Emília, criação imortal de Monteiro Lobato e de tia Natácia, ambas sob a mira dos fiscais da discriminação idiota que sobrevive no Brasil, dizia que “se a mentira é para o bem, viva a mentira!”
Mentem os ficcionistas, os pais na recreação de histórias de dormir recitadas ao ouvido das suas crianças. João Ubaldo, indagado por um fiscal alfandegário sobre a sua profissão, respondeu na lata: “Mentiroso!”
Mentem os estatísticos do governo para tranquilizar o povão dos seus impulsos revolucionários. Mentem os governantes, que sobre a verdade, melhor fazem por esquecê-las. Mentem os mais afoitos do mercado lojista sobre as “black friday fraud” para apresarem os seus clientes.
Muitos mentem nas suas declarações de renda. Os políticos, se falarem a verdade, ferirão acordos e combinações e causarão enorme constrangimento a alguns dos seus eleitores. A alguns.
Algumas autoridades escapolem da realidade (são via de regra mentirosos funcionais) para não abalarem o mercado e porem em risco as reservas do Banco Central…
Mentem a militância radical, os Pinóquios de direita e de esquerda, os oportunistas de centro e pastores eleitorais.

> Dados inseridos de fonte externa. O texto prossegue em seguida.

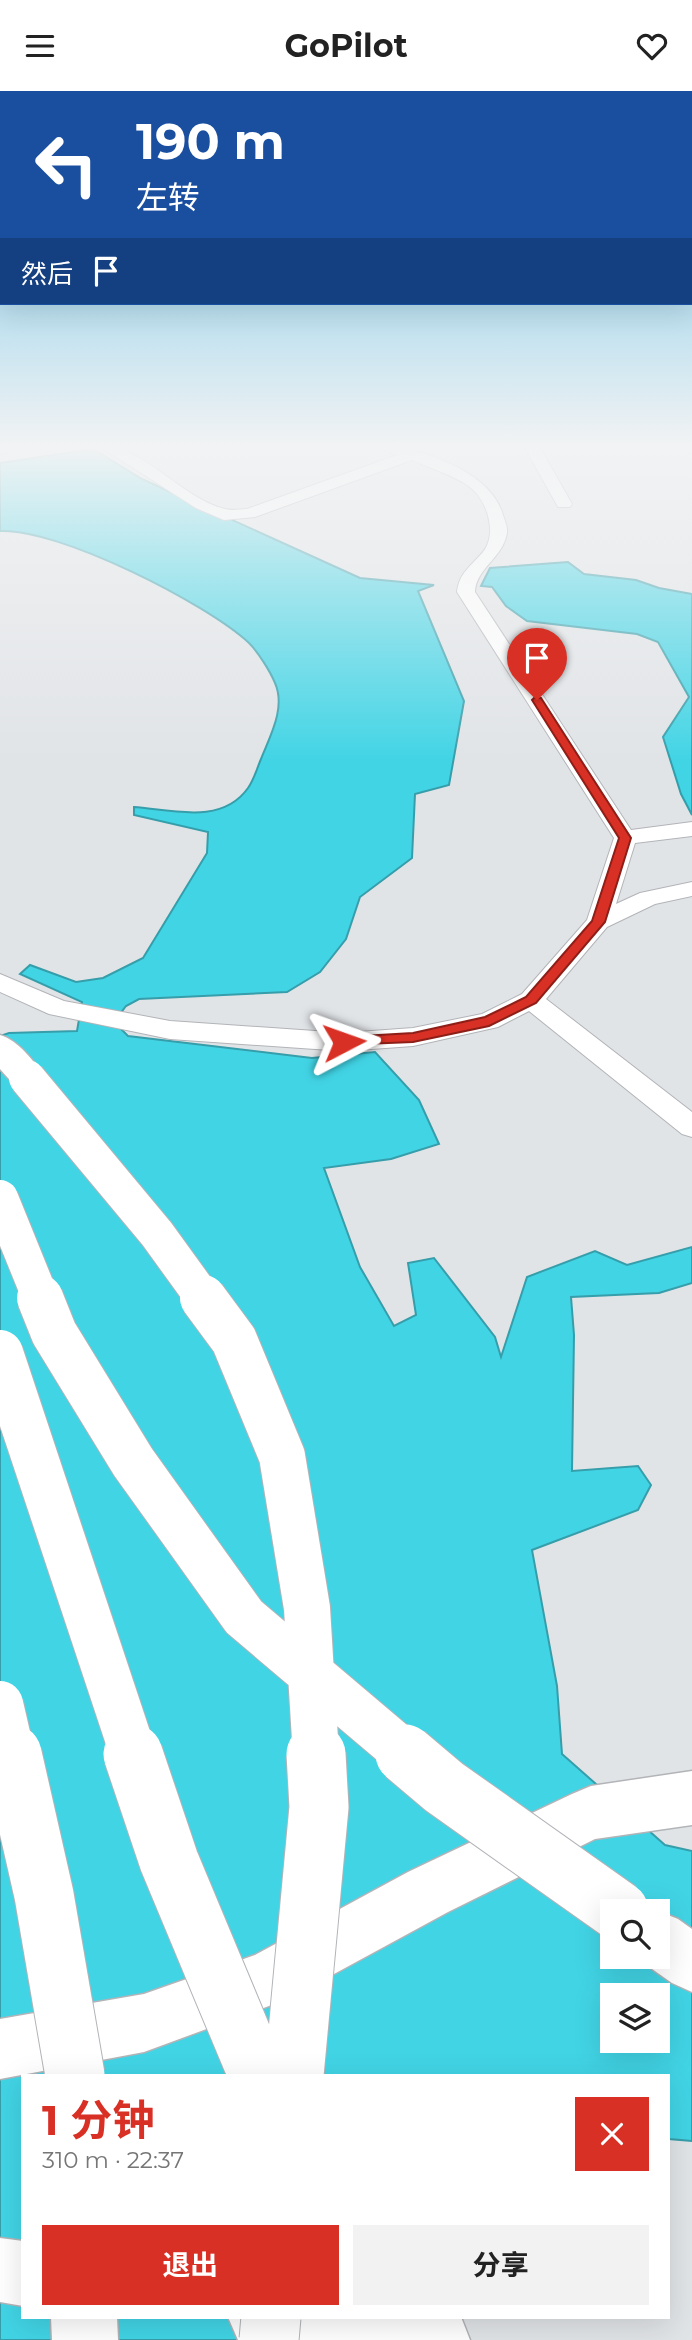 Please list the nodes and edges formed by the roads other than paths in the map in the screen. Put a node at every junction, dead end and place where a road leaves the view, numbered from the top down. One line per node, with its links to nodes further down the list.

Mente a mídia, no afã de reconstituir a verdade, segundo recomendações na medida justa do esquadro dos arranjos com os patrocinadores, os que formulam as ideias e a opinião que encherão de certezas ou leitores e a audiência da web e da tevê.
Mentimos nós por mentirmos sobre as mentiras que usamos com extrema discrição. Mentem as ardilosas criaturas que anseiam por trocar o desconforto da oposição pelas recompensas da intimidade dos poderes do Estado e dos governantes.
Em suma, somos mentirosos por livre eleição, uns; por comodidade e oportunismo; outros, pelo medo e o temor de uma amarga e incomoda rejeição.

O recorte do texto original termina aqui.